La labor de estos vigilantes del poder con IA es empujar y ponernos delante, sin fricción y usabilidad, información que ya era pública, que el Estado ofrecía de forma transparente pero vedada tras un muro de complejidad en el acceso. En su última Suma Positiva, Samuel Gil concluía algo relacionado sobre el caso del ingeniero que intentó crear una vacuna para su perro:
“Nada de esto es nuevo [..] Lo que sí es nuevo —y esto sí importa mucho— es que un solo individuo, sin formación especializada, orquestó un workflow completo que hace cinco años habría requerido un equipo multidisciplinar de biólogos, químicos, bioinformáticos y oncólogos trabajando durante meses. La IA comprimió ese proceso quizá cien veces. No inventó nada. Hizo que el conocimiento existente fuera accesible y ejecutable por alguien de fuera del campo”.
Hay muchos motivos por los que la inteligencia artificial empodera a ciudadanos y organizaciones para extender la vigilancia sobre el Estado. El aumento de productividad a la hora de programar, la capacidad de complementar en lo que el desarrollador no es tan fuerte (por ejemplo, en diseño), permitir la escala y el procesamiento de información desestructurada o en cualquier formato.
Me acuerdo de cómo Recuenco o Root-rat hablan de “temer al autista”, pero también de una voluntad y un proyecto político en la Unión Europea que ha empujado la exigencia de la transparencia y de los datos abiertos. Hay vigilancia del poder porque se ha legislado que debe ser posible.

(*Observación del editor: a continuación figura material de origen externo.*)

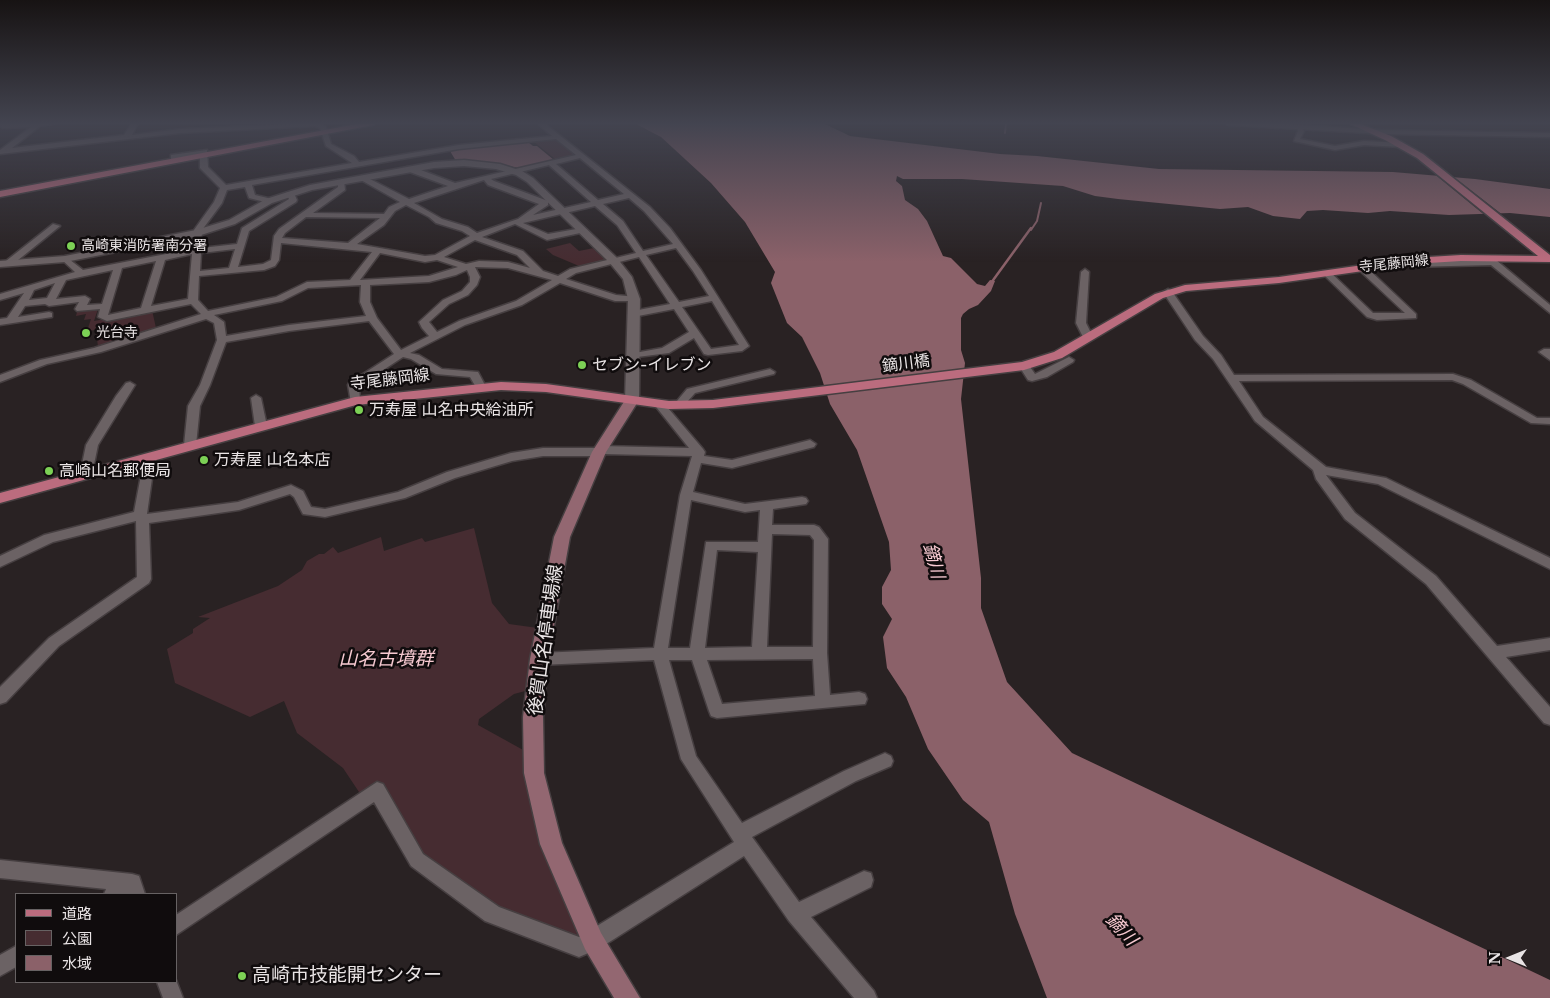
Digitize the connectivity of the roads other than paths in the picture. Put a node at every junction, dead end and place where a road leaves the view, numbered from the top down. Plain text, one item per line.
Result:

Lo interesante del momento es que muchas de estas aplicaciones y de esta era de la IA aplicada a la vigilancia del poder son capaces de lidiar y sobreponerse a la ilusión de apertura y la opacidad de facto: que la transparencia quede en un cumplir la letra de la ley, pero no haya escrutinio efectivo por la dificultad de gestión de los datos, su desorden o su cantidad inmanejable.